* AIM OF THE EXERCISE
Give back only the lines in the records below from the one with "Write the network of all roads and" to the one with "Write the network of all roads that", both inclusive, word for word.

(DATASET Opens)

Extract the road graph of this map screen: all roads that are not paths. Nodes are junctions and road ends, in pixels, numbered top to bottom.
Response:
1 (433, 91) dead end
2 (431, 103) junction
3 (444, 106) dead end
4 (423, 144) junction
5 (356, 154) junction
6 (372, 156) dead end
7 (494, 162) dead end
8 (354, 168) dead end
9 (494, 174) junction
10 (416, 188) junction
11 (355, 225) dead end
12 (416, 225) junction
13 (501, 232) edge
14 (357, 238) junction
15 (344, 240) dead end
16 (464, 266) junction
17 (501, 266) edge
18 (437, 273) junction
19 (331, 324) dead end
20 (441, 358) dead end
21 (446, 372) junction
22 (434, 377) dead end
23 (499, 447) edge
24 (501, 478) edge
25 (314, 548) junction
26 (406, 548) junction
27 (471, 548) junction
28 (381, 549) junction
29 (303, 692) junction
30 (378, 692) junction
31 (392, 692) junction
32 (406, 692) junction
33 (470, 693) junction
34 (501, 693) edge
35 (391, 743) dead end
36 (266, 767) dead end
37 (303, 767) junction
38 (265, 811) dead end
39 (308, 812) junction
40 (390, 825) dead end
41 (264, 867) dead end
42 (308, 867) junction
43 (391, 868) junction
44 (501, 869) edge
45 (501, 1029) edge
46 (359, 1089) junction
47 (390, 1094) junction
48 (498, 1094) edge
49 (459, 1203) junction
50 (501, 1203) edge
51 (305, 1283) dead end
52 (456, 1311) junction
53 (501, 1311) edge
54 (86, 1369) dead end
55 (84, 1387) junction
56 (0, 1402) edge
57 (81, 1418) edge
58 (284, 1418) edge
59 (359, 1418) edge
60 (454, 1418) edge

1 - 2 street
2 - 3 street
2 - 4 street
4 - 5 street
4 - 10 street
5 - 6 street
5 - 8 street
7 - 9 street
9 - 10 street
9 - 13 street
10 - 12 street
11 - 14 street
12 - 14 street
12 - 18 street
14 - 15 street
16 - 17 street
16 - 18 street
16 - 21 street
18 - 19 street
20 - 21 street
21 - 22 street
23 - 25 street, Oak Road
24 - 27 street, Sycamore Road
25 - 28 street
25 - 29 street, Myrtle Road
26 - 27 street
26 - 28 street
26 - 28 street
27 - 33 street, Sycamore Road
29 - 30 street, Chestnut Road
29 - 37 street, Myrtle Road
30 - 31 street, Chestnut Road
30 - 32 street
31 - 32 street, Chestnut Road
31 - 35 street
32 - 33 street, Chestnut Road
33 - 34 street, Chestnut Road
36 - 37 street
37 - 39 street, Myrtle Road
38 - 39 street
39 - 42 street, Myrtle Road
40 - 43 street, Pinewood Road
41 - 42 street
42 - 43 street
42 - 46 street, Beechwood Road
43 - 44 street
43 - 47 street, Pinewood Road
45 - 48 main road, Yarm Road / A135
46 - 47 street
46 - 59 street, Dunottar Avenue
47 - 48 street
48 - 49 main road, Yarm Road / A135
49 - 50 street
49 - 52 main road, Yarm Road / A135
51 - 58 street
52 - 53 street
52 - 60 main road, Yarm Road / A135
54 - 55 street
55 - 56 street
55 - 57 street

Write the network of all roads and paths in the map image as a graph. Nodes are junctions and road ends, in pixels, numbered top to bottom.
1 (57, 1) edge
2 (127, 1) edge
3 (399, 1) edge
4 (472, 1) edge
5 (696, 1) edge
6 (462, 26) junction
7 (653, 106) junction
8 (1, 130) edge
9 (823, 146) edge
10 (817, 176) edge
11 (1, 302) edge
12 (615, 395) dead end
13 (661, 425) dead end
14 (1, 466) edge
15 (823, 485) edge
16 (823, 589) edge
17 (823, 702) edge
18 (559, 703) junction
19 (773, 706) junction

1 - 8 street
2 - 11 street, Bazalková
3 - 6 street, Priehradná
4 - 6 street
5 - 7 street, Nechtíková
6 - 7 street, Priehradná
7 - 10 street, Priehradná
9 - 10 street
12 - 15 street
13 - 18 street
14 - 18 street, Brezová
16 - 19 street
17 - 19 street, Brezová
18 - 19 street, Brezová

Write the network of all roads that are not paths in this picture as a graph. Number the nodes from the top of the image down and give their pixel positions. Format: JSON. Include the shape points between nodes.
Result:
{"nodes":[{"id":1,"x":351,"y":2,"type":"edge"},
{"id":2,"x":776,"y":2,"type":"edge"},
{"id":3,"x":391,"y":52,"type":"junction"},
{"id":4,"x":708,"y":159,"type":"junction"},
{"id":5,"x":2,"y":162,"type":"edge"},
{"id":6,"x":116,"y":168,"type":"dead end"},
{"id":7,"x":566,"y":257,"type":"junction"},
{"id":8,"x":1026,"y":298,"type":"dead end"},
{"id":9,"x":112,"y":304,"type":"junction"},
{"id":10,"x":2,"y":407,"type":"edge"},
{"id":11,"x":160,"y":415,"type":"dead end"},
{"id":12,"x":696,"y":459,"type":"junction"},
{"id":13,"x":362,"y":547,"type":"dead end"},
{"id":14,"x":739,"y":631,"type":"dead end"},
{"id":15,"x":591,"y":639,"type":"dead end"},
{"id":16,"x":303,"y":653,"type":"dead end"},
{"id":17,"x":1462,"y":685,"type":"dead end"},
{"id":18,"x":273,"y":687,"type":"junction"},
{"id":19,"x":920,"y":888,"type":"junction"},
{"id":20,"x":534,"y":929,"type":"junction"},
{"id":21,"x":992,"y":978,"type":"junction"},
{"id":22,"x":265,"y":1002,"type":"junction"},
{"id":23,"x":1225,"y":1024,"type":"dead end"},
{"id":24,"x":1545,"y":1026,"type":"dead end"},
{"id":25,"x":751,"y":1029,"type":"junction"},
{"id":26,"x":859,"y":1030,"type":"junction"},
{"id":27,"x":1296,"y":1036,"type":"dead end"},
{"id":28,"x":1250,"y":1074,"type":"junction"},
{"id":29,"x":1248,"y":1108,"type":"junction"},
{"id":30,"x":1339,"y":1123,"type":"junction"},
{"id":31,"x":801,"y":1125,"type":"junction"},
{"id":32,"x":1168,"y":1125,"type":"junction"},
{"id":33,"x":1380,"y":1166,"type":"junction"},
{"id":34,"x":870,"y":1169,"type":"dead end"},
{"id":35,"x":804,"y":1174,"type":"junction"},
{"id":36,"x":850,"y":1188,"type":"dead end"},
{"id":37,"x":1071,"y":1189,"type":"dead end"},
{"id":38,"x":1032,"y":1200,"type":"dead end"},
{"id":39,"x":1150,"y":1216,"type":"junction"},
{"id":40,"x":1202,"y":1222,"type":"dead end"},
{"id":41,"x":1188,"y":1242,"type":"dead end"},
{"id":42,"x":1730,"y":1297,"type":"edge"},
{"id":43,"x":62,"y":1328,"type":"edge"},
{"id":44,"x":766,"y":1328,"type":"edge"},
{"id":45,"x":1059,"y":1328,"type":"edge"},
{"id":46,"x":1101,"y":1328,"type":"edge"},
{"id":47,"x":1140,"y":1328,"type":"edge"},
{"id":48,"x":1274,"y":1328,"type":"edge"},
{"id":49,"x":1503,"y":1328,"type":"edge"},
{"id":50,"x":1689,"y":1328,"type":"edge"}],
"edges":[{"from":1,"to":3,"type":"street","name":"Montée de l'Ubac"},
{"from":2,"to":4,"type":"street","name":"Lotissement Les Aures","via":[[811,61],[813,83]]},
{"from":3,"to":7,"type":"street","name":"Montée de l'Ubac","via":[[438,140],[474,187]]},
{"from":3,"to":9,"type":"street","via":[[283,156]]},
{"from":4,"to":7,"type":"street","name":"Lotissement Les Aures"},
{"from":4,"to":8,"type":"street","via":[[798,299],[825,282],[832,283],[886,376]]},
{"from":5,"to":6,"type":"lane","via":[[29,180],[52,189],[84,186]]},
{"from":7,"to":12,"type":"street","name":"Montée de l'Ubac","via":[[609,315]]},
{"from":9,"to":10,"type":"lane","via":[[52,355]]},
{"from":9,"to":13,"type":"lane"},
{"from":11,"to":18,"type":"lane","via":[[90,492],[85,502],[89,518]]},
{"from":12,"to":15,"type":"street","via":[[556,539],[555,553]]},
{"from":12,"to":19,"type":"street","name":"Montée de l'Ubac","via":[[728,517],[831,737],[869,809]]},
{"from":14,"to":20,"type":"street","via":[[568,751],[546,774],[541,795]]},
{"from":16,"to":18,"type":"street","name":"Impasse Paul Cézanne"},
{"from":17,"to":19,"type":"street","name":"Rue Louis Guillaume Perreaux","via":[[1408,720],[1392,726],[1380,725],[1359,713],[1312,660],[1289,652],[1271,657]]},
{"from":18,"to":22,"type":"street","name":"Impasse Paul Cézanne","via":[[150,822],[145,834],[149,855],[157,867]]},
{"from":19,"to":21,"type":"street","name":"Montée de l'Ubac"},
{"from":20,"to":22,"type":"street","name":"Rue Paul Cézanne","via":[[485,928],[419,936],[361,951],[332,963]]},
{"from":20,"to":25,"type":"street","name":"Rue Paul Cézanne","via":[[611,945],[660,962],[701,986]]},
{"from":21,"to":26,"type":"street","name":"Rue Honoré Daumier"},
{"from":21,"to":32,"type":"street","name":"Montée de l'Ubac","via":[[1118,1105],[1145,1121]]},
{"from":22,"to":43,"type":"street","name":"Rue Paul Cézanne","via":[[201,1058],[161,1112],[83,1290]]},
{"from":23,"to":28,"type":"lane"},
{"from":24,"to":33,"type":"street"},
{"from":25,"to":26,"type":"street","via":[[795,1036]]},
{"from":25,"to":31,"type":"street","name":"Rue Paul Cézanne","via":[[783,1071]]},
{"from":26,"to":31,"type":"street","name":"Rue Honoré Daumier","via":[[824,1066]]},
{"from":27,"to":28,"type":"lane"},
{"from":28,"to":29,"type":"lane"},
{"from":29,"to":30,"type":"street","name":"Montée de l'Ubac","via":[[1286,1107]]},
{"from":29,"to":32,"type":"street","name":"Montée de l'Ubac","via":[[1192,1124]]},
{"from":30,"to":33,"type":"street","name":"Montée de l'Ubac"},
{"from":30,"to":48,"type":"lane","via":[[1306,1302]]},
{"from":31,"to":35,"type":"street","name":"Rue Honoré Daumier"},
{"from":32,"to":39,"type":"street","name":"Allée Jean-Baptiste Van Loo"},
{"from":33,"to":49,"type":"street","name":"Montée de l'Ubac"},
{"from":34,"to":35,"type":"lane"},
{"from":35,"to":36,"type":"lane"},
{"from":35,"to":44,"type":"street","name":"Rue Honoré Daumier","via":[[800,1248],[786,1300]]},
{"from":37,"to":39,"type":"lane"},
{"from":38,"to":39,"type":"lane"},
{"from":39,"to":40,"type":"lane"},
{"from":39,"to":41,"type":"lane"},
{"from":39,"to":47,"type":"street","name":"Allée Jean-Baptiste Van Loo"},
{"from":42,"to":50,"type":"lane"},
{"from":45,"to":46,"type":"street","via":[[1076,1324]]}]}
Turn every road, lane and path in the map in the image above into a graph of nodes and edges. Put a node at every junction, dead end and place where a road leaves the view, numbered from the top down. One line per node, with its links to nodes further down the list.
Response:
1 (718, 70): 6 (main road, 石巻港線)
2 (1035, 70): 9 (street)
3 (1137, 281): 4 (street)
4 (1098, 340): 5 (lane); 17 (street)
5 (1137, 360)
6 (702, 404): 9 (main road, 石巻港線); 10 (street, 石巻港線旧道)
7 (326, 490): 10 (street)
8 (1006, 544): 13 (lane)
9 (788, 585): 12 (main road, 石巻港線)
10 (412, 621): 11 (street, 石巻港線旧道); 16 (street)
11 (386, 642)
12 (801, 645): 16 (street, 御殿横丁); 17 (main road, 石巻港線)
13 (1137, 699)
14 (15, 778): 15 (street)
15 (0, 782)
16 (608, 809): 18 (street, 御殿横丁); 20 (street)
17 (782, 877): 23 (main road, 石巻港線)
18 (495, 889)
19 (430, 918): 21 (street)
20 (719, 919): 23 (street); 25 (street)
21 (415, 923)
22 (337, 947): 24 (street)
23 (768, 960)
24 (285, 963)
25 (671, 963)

(DATASET Closes)

* WRITTEN SOLUTION
Write the network of all roads and paths in the map image as a graph. Nodes are junctions and road ends, in pixels, numbered top to bottom.
1 (57, 1) edge
2 (127, 1) edge
3 (399, 1) edge
4 (472, 1) edge
5 (696, 1) edge
6 (462, 26) junction
7 (653, 106) junction
8 (1, 130) edge
9 (823, 146) edge
10 (817, 176) edge
11 (1, 302) edge
12 (615, 395) dead end
13 (661, 425) dead end
14 (1, 466) edge
15 (823, 485) edge
16 (823, 589) edge
17 (823, 702) edge
18 (559, 703) junction
19 (773, 706) junction

1 - 8 street
2 - 11 street, Bazalková
3 - 6 street, Priehradná
4 - 6 street
5 - 7 street, Nechtíková
6 - 7 street, Priehradná
7 - 10 street, Priehradná
9 - 10 street
12 - 15 street
13 - 18 street
14 - 18 street, Brezová
16 - 19 street
17 - 19 street, Brezová
18 - 19 street, Brezová

Write the network of all roads that are not paths in this picture as a graph. Number the nodes from the top of the image down and give their pixel positions. Format: JSON. Include the shape points between nodes.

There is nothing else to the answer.